No soy la madre Teresa: puedo seguir hablando de las críticas de Hitchens aunque sepa que es contraproducente, que es dar importancia a lo que no tiene, que es amargarme a costa del odio ideológico de otros. Otra de sus endebles acusaciones es que era una promovedora del colonialismo blanco  —tampoco es broma— y una bien calculada jugada de marketing católico. Pero el tema de fondo, el que no sale a la luz en un primer momento pero que verdaderamente divide las aguas, es el del aborto. A la madre Teresa no se le movió ni medio nervio para, al recibir el premio Nobel de la Paz, casi completamente cubierta por el atril que era más alto que ella, rodeada de intereses, decir que si tantas madres matan a sus hijos antes de que nazcan, en el futuro nada impedirá que no nos matemos también unos a otros. Que si ahora se asesina un feto, mañana pasará lo mismo con un enfermo y pasado mañana con un anciano. Para Hitchens eso era “hacer política”. El problema es que ahí entran en juego tantos lobbies, tantas farmacéuticas y tanta desinformación que el problema se agranda. En todo caso Hitchens no realiza una justificación del aborto, no existe discusión.
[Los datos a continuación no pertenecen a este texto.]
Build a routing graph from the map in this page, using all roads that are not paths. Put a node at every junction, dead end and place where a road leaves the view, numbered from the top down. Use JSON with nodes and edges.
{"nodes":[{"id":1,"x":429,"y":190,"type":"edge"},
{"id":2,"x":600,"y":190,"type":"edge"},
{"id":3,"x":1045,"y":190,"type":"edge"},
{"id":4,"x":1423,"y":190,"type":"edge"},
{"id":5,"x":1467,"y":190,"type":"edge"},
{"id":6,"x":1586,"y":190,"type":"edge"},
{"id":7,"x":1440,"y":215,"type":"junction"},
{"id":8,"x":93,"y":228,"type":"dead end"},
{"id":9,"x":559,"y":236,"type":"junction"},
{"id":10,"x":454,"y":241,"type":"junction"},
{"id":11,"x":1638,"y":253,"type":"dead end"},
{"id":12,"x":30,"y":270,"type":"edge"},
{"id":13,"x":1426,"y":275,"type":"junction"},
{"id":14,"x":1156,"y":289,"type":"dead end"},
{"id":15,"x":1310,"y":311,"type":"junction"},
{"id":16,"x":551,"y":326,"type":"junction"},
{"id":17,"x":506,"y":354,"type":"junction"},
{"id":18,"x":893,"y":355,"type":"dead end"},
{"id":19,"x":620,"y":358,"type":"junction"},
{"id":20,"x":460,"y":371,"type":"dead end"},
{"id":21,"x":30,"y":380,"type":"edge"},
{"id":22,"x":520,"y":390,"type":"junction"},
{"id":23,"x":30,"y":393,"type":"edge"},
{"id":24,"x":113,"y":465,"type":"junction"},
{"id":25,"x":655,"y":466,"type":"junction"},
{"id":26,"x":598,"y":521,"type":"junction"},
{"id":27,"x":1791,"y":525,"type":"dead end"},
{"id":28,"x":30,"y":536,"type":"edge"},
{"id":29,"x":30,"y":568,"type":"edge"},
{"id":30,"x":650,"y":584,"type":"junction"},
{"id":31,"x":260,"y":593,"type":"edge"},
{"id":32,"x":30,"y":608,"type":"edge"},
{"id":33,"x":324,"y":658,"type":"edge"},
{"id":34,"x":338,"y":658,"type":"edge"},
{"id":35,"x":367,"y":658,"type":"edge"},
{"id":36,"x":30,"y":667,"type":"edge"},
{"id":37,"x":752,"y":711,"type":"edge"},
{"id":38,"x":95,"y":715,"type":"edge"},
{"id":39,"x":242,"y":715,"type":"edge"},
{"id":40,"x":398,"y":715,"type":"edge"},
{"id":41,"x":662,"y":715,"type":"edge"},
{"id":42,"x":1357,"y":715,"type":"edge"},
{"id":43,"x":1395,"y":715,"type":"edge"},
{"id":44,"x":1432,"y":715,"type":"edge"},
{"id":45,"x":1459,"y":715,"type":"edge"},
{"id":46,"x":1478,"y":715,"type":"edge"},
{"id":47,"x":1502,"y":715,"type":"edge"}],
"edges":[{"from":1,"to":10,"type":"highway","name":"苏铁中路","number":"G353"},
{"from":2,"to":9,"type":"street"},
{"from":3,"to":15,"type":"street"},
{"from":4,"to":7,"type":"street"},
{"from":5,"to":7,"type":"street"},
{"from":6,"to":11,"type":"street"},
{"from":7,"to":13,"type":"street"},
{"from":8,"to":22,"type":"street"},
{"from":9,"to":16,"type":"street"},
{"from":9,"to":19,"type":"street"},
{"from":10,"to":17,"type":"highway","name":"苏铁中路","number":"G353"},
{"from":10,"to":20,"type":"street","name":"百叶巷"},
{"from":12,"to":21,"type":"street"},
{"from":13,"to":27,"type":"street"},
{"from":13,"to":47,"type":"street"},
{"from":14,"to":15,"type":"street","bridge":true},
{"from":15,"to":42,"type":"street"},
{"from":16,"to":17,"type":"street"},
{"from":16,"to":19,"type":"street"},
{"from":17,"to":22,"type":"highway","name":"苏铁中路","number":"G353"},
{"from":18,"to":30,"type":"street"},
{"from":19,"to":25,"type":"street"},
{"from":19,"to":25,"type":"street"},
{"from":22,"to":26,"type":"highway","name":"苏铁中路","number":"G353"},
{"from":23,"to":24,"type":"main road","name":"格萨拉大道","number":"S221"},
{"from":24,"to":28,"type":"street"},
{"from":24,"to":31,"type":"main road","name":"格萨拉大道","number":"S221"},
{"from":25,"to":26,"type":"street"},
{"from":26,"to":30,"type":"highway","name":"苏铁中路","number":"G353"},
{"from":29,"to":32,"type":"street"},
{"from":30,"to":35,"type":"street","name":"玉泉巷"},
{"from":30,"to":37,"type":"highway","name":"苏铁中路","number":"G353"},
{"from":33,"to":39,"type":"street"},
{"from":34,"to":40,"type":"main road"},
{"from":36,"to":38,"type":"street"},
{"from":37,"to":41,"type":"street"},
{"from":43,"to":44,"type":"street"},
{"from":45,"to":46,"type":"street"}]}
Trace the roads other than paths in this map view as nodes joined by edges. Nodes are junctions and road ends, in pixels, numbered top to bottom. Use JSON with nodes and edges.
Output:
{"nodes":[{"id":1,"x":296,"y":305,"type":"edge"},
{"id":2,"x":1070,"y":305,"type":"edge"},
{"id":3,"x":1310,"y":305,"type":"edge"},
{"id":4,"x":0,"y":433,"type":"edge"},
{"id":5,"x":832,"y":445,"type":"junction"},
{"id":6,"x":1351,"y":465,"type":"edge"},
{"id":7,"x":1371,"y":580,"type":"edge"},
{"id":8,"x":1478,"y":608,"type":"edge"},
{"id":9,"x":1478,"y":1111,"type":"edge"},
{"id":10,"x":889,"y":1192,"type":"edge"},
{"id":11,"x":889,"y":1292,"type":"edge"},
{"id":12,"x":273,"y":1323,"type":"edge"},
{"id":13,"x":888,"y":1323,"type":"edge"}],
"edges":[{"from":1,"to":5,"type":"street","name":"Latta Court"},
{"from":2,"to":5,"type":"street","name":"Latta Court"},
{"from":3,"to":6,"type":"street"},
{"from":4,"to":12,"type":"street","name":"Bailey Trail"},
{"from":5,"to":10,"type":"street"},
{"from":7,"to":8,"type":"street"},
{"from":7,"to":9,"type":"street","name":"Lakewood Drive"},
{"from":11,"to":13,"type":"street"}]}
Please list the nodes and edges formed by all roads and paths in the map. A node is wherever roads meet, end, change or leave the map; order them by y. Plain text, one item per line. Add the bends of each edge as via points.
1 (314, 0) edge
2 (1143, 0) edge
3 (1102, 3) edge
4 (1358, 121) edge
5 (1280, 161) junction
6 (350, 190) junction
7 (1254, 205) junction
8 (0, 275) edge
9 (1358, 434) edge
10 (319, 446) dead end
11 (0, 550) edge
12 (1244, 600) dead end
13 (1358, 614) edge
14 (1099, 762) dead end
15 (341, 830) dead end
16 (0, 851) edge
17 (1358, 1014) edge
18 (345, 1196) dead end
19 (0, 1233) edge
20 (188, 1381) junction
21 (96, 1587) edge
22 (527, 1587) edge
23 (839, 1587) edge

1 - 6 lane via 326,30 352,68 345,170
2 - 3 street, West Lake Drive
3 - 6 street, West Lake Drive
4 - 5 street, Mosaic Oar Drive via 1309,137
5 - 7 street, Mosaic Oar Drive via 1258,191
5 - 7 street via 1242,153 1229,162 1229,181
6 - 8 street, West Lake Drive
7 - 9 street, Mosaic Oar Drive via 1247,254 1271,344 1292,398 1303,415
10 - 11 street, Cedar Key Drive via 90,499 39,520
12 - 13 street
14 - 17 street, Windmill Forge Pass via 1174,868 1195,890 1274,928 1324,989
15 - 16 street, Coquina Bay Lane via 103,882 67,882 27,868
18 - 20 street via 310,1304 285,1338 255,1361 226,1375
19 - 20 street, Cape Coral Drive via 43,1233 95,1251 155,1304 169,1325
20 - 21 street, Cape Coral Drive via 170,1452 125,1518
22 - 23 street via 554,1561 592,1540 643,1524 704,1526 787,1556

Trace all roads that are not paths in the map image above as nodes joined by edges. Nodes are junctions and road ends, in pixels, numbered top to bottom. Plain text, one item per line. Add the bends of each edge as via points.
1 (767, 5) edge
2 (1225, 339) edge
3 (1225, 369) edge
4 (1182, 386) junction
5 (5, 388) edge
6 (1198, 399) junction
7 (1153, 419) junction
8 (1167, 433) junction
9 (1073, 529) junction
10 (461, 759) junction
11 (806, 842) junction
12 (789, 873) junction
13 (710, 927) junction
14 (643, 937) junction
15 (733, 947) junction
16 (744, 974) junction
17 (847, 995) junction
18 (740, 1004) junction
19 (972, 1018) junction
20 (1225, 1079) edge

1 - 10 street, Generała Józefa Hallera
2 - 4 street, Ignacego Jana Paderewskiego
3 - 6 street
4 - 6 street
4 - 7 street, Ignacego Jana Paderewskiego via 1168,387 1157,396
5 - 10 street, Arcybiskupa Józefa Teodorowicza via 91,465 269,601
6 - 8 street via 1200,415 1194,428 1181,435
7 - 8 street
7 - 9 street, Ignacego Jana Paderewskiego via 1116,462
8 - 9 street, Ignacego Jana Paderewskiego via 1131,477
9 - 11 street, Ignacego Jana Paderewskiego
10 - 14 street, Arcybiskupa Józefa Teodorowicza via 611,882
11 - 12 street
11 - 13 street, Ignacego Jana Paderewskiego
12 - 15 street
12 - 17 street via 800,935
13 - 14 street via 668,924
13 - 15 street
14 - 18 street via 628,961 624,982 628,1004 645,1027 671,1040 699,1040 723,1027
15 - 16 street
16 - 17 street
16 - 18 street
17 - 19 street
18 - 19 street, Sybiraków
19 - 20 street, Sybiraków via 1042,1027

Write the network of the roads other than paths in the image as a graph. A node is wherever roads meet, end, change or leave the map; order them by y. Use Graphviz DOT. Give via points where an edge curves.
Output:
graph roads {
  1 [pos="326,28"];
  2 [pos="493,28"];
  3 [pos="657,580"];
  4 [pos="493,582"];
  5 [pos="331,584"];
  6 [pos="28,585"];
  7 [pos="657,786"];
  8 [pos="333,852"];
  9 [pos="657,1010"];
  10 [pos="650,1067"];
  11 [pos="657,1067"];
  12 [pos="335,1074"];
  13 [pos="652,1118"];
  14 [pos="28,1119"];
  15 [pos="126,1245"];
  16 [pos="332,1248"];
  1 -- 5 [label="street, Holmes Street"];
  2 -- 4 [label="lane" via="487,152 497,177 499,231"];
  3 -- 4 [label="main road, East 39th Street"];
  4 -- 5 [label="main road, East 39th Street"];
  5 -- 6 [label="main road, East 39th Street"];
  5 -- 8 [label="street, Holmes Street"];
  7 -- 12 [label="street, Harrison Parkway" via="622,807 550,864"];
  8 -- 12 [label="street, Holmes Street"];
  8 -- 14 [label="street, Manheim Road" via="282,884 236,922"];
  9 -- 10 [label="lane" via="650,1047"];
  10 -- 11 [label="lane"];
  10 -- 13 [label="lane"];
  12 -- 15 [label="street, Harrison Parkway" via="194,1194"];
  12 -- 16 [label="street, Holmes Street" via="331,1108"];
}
Simplemente le molesta la seguridad de quien está al otro lado de la mesa.

Hay una frase de Mistress America, la última película escrita por Noah Baumbach y Greta Gerwig, que casualmente me recordó a la madre Teresa. “Los demás eran como fósforos comparados con una hoguera. Ella era la última cowboy. Una romántica fracasada. El mundo estaba cambiando y la gente como ella no tenía a dónde ir. Ser una luz de esperanza para la gente inferior es un trabajo solitario”. Noah y Greta no deben tener idea de que alguien utilizaría su guion para aplicarlo a una mujer de Albania que murió cuidando pobres en India. Además la misma madre Teresa odiaría que lo haga. Pero así, aunque mi mamá nunca fue monja de la caridad, al menos pude decir algo en defensa de su fundadora. Y en defensa de una mínima decencia pública.